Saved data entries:
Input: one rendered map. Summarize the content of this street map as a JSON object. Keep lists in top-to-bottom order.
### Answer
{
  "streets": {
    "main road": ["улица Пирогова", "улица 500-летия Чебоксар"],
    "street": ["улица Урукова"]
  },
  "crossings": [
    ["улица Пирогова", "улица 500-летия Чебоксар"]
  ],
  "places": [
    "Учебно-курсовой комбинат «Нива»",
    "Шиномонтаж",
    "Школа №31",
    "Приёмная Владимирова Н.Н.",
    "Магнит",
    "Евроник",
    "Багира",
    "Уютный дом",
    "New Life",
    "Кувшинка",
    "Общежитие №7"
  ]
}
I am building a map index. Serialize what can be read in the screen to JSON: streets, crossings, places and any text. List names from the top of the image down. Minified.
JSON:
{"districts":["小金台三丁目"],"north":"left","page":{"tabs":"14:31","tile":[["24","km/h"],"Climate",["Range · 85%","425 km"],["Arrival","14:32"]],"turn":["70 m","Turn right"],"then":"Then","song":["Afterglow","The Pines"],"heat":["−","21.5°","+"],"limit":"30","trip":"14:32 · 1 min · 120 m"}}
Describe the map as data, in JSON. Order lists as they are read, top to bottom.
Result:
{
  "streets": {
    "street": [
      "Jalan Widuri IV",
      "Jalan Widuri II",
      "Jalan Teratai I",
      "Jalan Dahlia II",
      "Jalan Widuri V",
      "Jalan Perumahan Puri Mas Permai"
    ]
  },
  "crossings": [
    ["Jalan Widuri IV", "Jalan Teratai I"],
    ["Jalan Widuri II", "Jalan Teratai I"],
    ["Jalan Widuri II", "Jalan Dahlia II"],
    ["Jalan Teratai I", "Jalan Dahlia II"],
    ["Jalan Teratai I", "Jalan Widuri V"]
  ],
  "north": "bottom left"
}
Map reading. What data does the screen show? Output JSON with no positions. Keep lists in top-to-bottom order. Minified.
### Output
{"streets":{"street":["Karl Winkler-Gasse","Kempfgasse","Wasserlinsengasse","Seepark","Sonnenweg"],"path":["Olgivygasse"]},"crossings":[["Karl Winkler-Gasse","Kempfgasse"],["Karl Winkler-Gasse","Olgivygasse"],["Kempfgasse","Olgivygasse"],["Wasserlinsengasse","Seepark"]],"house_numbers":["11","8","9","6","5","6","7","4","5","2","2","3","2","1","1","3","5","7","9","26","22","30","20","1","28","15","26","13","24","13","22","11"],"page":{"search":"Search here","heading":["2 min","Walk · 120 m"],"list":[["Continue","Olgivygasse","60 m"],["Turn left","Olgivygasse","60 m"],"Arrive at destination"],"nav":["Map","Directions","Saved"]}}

» Exercise directions:
Output the records in full. Match them exactly.

» Reply to the task:
Input: one rendered map. Summarize the content of this street map as a JSON object. Keep lists in top-to-bottom order.
### Answer
{
  "streets": {
    "main road": ["улица Пирогова", "улица 500-летия Чебоксар"],
    "street": ["улица Урукова"]
  },
  "crossings": [
    ["улица Пирогова", "улица 500-летия Чебоксар"]
  ],
  "places": [
    "Учебно-курсовой комбинат «Нива»",
    "Шиномонтаж",
    "Школа №31",
    "Приёмная Владимирова Н.Н.",
    "Магнит",
    "Евроник",
    "Багира",
    "Уютный дом",
    "New Life",
    "Кувшинка",
    "Общежитие №7"
  ]
}
I am building a map index. Serialize what can be read in the screen to JSON: streets, crossings, places and any text. List names from the top of the image down. Minified.
JSON:
{"districts":["小金台三丁目"],"north":"left","page":{"tabs":"14:31","tile":[["24","km/h"],"Climate",["Range · 85%","425 km"],["Arrival","14:32"]],"turn":["70 m","Turn right"],"then":"Then","song":["Afterglow","The Pines"],"heat":["−","21.5°","+"],"limit":"30","trip":"14:32 · 1 min · 120 m"}}
Describe the map as data, in JSON. Order lists as they are read, top to bottom.
Result:
{
  "streets": {
    "street": [
      "Jalan Widuri IV",
      "Jalan Widuri II",
      "Jalan Teratai I",
      "Jalan Dahlia II",
      "Jalan Widuri V",
      "Jalan Perumahan Puri Mas Permai"
    ]
  },
  "crossings": [
    ["Jalan Widuri IV", "Jalan Teratai I"],
    ["Jalan Widuri II", "Jalan Teratai I"],
    ["Jalan Widuri II", "Jalan Dahlia II"],
    ["Jalan Teratai I", "Jalan Dahlia II"],
    ["Jalan Teratai I", "Jalan Widuri V"]
  ],
  "north": "bottom left"
}
Map reading. What data does the screen show? Output JSON with no positions. Keep lists in top-to-bottom order. Minified.
### Output
{"streets":{"street":["Karl Winkler-Gasse","Kempfgasse","Wasserlinsengasse","Seepark","Sonnenweg"],"path":["Olgivygasse"]},"crossings":[["Karl Winkler-Gasse","Kempfgasse"],["Karl Winkler-Gasse","Olgivygasse"],["Kempfgasse","Olgivygasse"],["Wasserlinsengasse","Seepark"]],"house_numbers":["11","8","9","6","5","6","7","4","5","2","2","3","2","1","1","3","5","7","9","26","22","30","20","1","28","15","26","13","24","13","22","11"],"page":{"search":"Search here","heading":["2 min","Walk · 120 m"],"list":[["Continue","Olgivygasse","60 m"],["Turn left","Olgivygasse","60 m"],"Arrive at destination"],"nav":["Map","Directions","Saved"]}}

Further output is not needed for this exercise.